American radio host (1919–2010)

George Jellinek (December 22, 1919 – January 16, 2010) was the Hungarian-born host of The Vocal Scene, a weekly syndicated radio feature produced by WQXR radio of New York City. Over three decades, from 1969 to 2004, he steadily interviewed opera singers and other figures of classical music on his show, and presented comparative recordings of arias and excerpts with commentary which the New York Times deemed "encyclopedic".

Jellinek served in the United States Army and trained in Military Intelligence at Camp Ritchie in the mountains of Maryland, thus making him one of the Ritchie Boys.

Born in Újpest, Budapest, Hungary, Jellinek was a longtime resident of the New York City area.
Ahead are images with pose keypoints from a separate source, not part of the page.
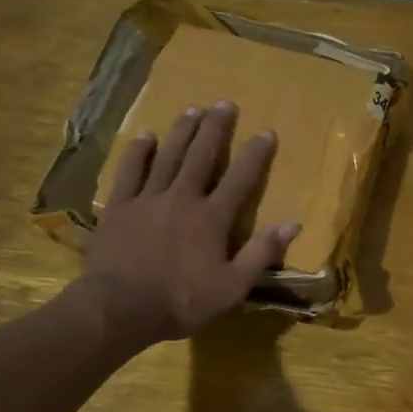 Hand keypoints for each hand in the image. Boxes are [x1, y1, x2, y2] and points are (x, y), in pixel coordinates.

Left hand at [82, 102, 299, 344]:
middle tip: (224, 103)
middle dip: (215, 129)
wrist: (120, 307)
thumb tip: (292, 224)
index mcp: (212, 219)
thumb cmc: (181, 301)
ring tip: (192, 109)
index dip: (255, 155)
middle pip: (201, 156)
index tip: (266, 132)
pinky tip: (145, 136)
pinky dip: (138, 152)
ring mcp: (148, 199)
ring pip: (167, 156)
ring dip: (181, 132)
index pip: (240, 180)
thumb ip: (261, 254)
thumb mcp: (232, 287)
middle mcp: (182, 198)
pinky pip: (129, 172)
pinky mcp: (119, 207)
He was also familiar to radio audiences for his appearances during intermissions on the Metropolitan Opera radio broadcasts.

Jellinek retired from The Vocal Scene with the broadcast of December 23, 2004. On May 31, 2006, at a ceremony held at the Hungarian Consulate in New York City, he was decorated by the Hungarian Government for his lifetime contributions to the arts.

Repeats of his program can still be heard on several stations, among them WQXR in New York City, WFMT in Chicago, and on XM Satellite Radio's VOX channel.

Radio station WQXR announced his death in an on-air tribute on January 18, 2010. Among his bibliography is Callas: Portrait of a Prima Donna (1960).